In the event of a financial crisis, consumers can and do take comfort in knowing they can convert their electronic money to cash if needed, according to the BIS.

“This flight to cash has been seen in many crisis episodes, including recent ones,” the BIS wrote. “If, in the future, cash were no longer generally accepted, a severe financial crisis might create further havoc by disrupting day-today business and retail transactions.”

While physical cash isn’t yet endangered in most places, the experience of a few countries, notably Sweden, China, and even to some extent the UK, shows that a world with much less cash usage is increasingly possible. That’s why the BIS, sometimes called the central bank for central banks, published a report sketching out possible designs for a peer-to-peer central bank digital currency.


Digitizing paper money and metal coins presents a tough challenge. Such a currency would have to have “cash-like” safety from defaults, be private, impervious to electronic outages, and still easy to use. The architecture could use a traditional account system or be wired up with distributed ledgers to make it less susceptible to a single point of failure. Such a currency could also be linked to a digital identification system and be leveraged to make cross-border transactions cheaper and more efficient.

A critical issue is the interplay between the central bank and commercial institutions. The BIS described three scenarios:

All three architectures have strengths and tradeoffs, according to the BIS report. The first, the indirect model, leaves the consumer more exposed to defaults, as it might be difficult for the central bank to unwind who is owed what after an institutional collapse. The second, the direct model, is straightforward, but it would require the government to take over much of payment system, cutting out commercial entities that are more dynamic and innovative. A hybrid version would allow consumers to hold central digital currency while private institutions build a technology layer between them.  The hybrid model suggests the central bank would have its own record of holdings and could restore assets if there’s a default.

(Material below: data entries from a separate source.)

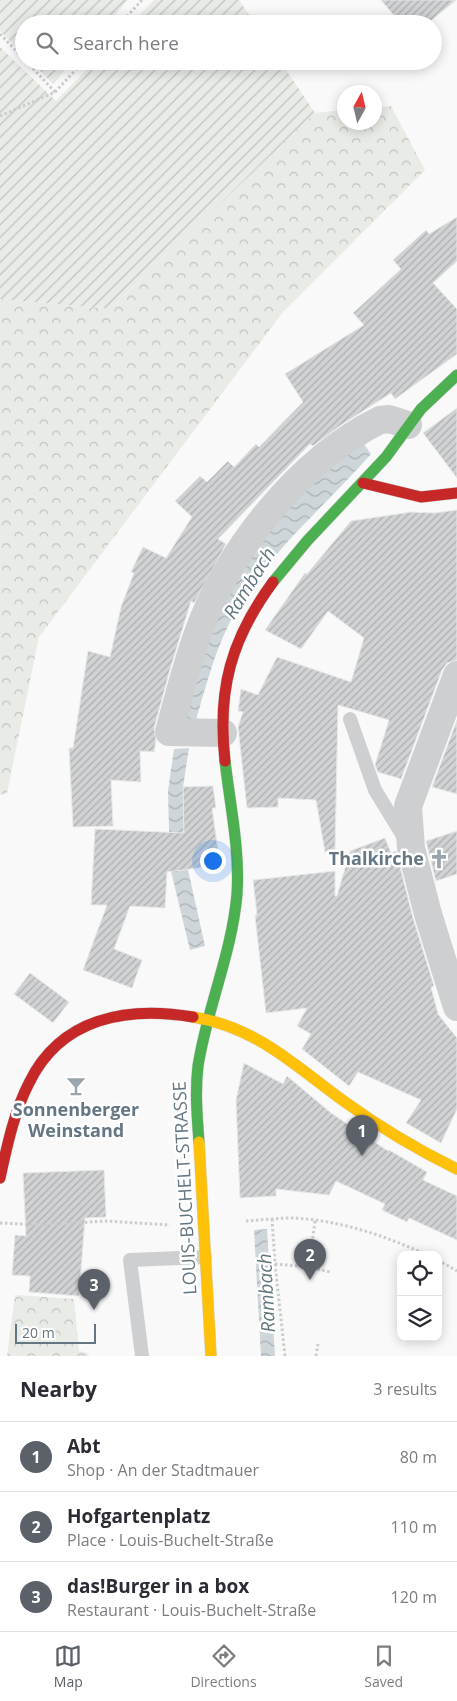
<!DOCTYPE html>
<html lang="en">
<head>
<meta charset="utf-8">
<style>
	body { margin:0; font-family:"Open Sans",sans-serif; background:#f2f2f3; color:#2b2b33 }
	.controls { position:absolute; right:15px; bottom:15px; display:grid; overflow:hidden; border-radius:10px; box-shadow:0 2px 12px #0003 }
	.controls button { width:45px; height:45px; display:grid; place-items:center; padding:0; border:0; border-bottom:1px solid #e1e1e2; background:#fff; color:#2b2b33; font:25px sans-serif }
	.compass { position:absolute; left:337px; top:85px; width:45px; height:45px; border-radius:50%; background:#fff; box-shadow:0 2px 12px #0003; rotate:8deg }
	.scale { position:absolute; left:15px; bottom:12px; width:81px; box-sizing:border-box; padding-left:5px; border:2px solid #657683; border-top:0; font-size:14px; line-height:18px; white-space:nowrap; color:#657683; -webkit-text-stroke:4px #fff; paint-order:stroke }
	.you { position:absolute; left:212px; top:860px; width:18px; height:18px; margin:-12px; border:4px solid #fff; border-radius:50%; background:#1a73e8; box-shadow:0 0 0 8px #1a73e833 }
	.badge { display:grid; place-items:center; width:32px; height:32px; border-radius:50%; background:#5c6169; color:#fff; font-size:16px; font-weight:700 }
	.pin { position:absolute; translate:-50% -41px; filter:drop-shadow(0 1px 2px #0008) }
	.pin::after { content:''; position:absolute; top:26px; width:18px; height:15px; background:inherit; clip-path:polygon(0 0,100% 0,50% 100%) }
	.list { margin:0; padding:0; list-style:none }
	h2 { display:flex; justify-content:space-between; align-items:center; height:65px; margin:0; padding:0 20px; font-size:21px }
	h2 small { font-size:16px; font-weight:400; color:#7c7c81 }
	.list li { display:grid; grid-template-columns:32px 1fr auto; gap:15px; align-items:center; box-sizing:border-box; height:70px; padding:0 20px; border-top:1px solid #e1e1e2 }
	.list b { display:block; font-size:19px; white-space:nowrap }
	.list p { margin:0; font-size:16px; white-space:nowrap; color:#7c7c81 }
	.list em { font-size:16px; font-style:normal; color:#7c7c81 }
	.icon { flex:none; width:28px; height:28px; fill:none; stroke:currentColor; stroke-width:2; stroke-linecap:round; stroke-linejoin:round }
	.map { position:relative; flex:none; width:457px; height:1356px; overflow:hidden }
	.search { position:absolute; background:#fff; box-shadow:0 2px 12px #0003; left:15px; right:15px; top:15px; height:55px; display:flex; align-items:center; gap:12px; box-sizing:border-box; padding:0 18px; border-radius:28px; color:#7c7c81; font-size:19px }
	.sheet { height:275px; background:#fff }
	nav { display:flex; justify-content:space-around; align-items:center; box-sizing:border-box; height:70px; border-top:1px solid #e1e1e2; background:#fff; font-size:14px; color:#7c7c81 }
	nav a { display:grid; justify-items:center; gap:2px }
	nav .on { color:#5c6169 }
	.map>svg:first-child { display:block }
	.forest { fill:url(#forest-crowns) }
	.garden { fill:url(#garden-furrows) }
	.water { fill:url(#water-waves) }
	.building { fill:url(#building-hatch); stroke:#e8e8e8 }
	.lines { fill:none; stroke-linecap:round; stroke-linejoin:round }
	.fast-casing { stroke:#d5d6d7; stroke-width:12 }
	.slow-casing { stroke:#d5d6d7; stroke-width:12 }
	.jam-casing { stroke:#d5d6d7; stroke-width:12 }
	.path { stroke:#cbcccd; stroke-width:3; stroke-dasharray:2.5 2.5; stroke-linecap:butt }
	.lane { stroke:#cecfd0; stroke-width:14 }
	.street { stroke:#cecfd0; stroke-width:28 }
	.fast { stroke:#4caf50; stroke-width:11 }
	.slow { stroke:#ffc107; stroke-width:11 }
	.jam { stroke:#c62828; stroke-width:11 }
	.labels { text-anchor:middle; stroke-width:5; stroke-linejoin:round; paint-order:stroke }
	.poi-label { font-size:18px; font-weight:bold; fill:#657683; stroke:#fff; text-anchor:end }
	.street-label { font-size:18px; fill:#657683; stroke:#fff }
	.water-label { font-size:19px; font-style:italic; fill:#60757c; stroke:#fff }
</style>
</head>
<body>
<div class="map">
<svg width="457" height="1356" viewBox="0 0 457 1356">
	<defs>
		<pattern id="forest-crowns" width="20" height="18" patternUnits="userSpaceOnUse" patternTransform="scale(1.25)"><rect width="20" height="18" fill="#e8ebe6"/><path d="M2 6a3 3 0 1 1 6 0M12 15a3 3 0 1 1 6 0" fill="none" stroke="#c0c3c0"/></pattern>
		<pattern id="garden-furrows" width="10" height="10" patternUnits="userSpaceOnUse" patternTransform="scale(1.25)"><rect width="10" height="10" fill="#e8ebe6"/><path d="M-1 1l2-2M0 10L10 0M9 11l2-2" fill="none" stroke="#c0c3c0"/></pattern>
		<pattern id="water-waves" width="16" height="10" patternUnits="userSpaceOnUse" patternTransform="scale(1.25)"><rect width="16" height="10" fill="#ced6d9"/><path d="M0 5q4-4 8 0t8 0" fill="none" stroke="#abb2b5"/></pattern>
		<pattern id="building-hatch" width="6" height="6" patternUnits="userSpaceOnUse" patternTransform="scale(1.25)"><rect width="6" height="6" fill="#d0d2d3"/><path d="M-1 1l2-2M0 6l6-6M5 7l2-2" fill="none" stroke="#acafb1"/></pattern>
	</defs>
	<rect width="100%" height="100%" fill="#f9f9f9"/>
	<!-- forest -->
	<g class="forest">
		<path d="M391 106 425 170 283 312 39 637 7 793 0 795V299L110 309 315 113 344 110V122H374L375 108Z"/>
		<path d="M15 1295 74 1299 79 1351 88 1353 89 1356H7Z"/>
	</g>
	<!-- garden -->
	<g class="garden">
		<path d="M0 0H128L107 24H24V55L0 31Z"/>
		<path d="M154 0H239L255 24H131Z"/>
		<path d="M0 47 56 101 95 61H280L315 113 110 309 0 299Z"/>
		<path d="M30 61H73L53 84Z"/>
	</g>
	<!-- water -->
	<g class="water">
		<path d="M361 440 371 454C322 510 261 558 228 626 213 657 205 690 195 723L177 719 229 585 283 507Z"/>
		<path d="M189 748 183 787 184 852 205 946 190 950 170 867 168 791 174 749Z"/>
		<path d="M267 1229 275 1356H261L254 1230Z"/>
	</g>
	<!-- building -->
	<g class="building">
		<path d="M381 0H456L427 24H401Z"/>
		<path d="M457 217V261L433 283 457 309V354L395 399 391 393 341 425 313 446 310 444 218 539 226 544 194 603 191 601 171 666 154 728 156 740 154 752 140 751 141 782 111 780 113 826 73 827 69 748H73L88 651 110 657 121 607 134 573 131 572 143 547 166 558 192 517 175 501 200 476 207 482 228 461 234 467 256 444 259 447 303 402 285 374 364 325 353 313 401 269 393 260 426 230 429 234Z"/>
		<path d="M457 408V478L423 433Z"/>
		<path d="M457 510V660L447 663 442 670 401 779 378 772 375 765 389 720 338 705 335 851 325 852 316 800 278 798V807L247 808 238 727 243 712 238 711 241 689 258 695 277 657 351 682 364 638 328 611 301 649 265 630 305 573 307 574 351 521 411 512 434 513Z"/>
		<path d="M457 720V794L432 787Z"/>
		<path d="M213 786 216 808H212L220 865 167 872 165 908 130 906 114 949 142 960 132 988 83 970 107 905H91L95 829 184 833 183 787Z"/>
		<path d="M457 831V874L436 881 426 841Z"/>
		<path d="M385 838 391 853 396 851 413 918 434 986 431 987 438 1014 457 1038V1109L441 1143 406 1123 421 1100 358 1072 349 1086 302 1049 311 1034 297 1026 307 1008 266 1013 255 916 257 915 253 880 335 871V896H337L350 851Z"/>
		<path d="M30 973 69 1002 53 1023 14 994Z"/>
		<path d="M244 1063 283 1084 287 1076 331 1113 388 1151 389 1150 427 1172 423 1180 457 1196V1240L409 1218 407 1222 382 1210 385 1204 336 1181 329 1195 276 1189V1196L240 1198 236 1100Z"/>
		<path d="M104 1170 106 1217 85 1218 79 1296 29 1292 30 1276 12 1275 15 1235 26 1236 23 1173Z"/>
	</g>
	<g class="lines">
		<defs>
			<g id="fast">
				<path d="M273 582 307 541 386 457 421 409 457 375"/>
				<path d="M199 1142C197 1116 195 1091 198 1066 207 1008 232 953 237 894 240 850 230 805 225 761"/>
			</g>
			<g id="slow">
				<path d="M193 1017C257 1027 295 1066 345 1102 381 1128 418 1150 457 1169"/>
				<path d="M199 1142 211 1356"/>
			</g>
			<g id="jam">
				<path d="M363 483 421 497 457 493"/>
				<path d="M225 761C217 690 231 639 273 582"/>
				<path d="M0 1178C7 1146 14 1112 29 1083 61 1017 128 1006 193 1017"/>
			</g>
		</defs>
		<!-- fast casing -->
		<use href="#fast" class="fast-casing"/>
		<!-- slow casing -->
		<use href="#slow" class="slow-casing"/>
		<!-- jam casing -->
		<use href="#jam" class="jam-casing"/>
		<!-- path -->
		<g class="path">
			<path d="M120 24 142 0"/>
			<path d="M0 34 24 59"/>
			<path d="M26 61 55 92"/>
			<path d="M0 116 55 92 84 61"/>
			<path d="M272 1219 275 1264 285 1356"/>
			<path d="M246 1221C261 1220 277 1218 293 1218 339 1220 386 1236 427 1255"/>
			<path d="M315 1221 309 1267 330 1272"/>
			<path d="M0 1223 44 1225 105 1221 170 1225"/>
			<path d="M438 1260 457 1271"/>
			<path d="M275 1264 309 1267"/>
			<path d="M316 1356 318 1344"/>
		</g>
		<!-- lane -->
		<g class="lane">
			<path d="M350 719 375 790 405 839"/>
			<path d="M142 1356 130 1260 205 1257"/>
		</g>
		<!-- street -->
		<g class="street">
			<path d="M457 675 408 806 411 848 428 914 457 1007"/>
			<path d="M223 733 169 732C178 699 186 666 198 633 228 550 299 460 380 420L389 419 408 425"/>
		</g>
		<!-- fast -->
		<use href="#fast" class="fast"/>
		<!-- slow -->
		<use href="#slow" class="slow"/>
		<!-- jam -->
		<use href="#jam" class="jam"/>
	</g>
	<!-- icons -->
	<defs>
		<symbol id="church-bare" viewBox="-9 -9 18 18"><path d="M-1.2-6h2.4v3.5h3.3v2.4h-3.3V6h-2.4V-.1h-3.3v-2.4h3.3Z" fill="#99a4ac" stroke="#fff" stroke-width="2.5" paint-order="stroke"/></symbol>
		<symbol id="bar-bare" viewBox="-9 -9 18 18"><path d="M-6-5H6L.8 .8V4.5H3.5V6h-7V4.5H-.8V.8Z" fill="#99a4ac" stroke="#fff" stroke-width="2.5" paint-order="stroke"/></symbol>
	</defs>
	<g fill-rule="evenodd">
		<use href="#church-bare" x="425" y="845" width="28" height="28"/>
		<use href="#bar-bare" x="62" y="1072" width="28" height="28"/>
	</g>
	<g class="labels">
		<!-- poi labels -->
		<g class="poi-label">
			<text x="424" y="865">Thalkirche</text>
			<text x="76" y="1116" text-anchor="middle">Sonnenberger<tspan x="76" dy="21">Weinstand</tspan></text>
		</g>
		<!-- street labels -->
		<g class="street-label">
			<text transform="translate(185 1188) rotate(-93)" y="6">LOUIS-BUCHELT-STRASSE</text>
		</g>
		<!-- water labels -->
		<g class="water-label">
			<text transform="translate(249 583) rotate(-58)" y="7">Rambach</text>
			<text transform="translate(266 1293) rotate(-93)" y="7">Rambach</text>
		</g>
	</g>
</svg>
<div class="controls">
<button><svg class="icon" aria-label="locate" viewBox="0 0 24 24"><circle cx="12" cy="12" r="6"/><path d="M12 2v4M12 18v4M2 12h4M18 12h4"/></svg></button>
<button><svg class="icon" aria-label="layers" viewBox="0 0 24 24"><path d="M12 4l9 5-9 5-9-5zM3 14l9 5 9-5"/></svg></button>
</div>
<svg class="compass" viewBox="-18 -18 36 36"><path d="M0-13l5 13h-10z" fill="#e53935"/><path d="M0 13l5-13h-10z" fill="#7c7c81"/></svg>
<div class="scale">20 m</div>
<div class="you"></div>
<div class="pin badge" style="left:362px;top:1156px">1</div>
<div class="pin badge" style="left:310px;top:1280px">2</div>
<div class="pin badge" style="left:94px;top:1310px">3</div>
<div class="search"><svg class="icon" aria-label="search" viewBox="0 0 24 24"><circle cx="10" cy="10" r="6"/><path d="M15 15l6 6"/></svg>Search here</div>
</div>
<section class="sheet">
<h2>Nearby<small>3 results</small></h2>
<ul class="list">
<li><span class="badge">1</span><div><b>Abt</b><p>Shop · An der Stadtmauer</p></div><em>80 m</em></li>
<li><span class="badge">2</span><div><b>Hofgartenplatz</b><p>Place · Louis-Buchelt-Straße</p></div><em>110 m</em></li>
<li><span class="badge">3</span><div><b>das!Burger in a box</b><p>Restaurant · Louis-Buchelt-Straße</p></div><em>120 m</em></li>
</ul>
</section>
<nav>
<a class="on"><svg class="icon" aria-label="map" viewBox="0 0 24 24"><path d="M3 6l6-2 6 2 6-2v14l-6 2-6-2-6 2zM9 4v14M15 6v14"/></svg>Map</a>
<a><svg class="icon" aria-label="directions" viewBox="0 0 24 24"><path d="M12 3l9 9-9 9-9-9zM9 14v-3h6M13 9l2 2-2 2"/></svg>Directions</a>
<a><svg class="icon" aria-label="saved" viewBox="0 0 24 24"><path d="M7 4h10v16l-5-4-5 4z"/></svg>Saved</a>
</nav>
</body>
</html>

Another question is whether to use a much hyped distributed system for validating transactions (similar to the blockchain distributed database behind bitcoin) or a more centralized authority. Again, the BIS points out that there are tradeoffs. A distributed system avoids a single point of failure, but would likely be slower at processing payments (since it requires multiple database updates and validations). It wouldn’t feasible to use a distributed ledger system for the direct model, described above, because it wouldn’t be able to handle the sheer volume of payments, the BIS said.

The BIS writes that both systems—conventional and distributed ledger—have their own vulnerabilities. A central system is susceptible to hacking, for example, while a distributed method could be vulnerable to a denial-of-service form of attack.

A question of privacy

Critical questions about identity and privacy would have to be resolved. Most digital accounts are set up with a form of ID, which not everyone has. That could create a barrier to universal access to the most basic form of payments. (India’s system for universal ID could provide a model for overcoming this.) Another option is to make the funds available to whoever has a cryptographic key, which is essentially the system that bitcoin uses. This offers privacy and universality, but the “downsides are severe,”according to the BIS: the funds can be stolen if the key isn’t kept safe, and it could create a challenge for protecting against money laundering and illicit finance. There’s also not much recourse if the consumer loses their secret key.

Physical cash, meanwhile, offer the highest degree of anonymity. If governments issue digital currencies with tracking features, the public loses the protection and freedom that comes with anonymous transactions. On the other hand, a truly anonymous peer-to-peer digital dollar or euro would be ideal for drug traffickers and tax avoiders. Using physical cash to avoid the formal financial system is bulky and awkward; a truly digital version would be far more portable.

As usual with digital innovation, new technologies aren’t a perfect replacement for their analog predecessors. There are likely to be some real drawbacks to just about any digital currency design. It’s up to central banks to decide which tradeoffs to make before consumers and tech companies make the decision for them.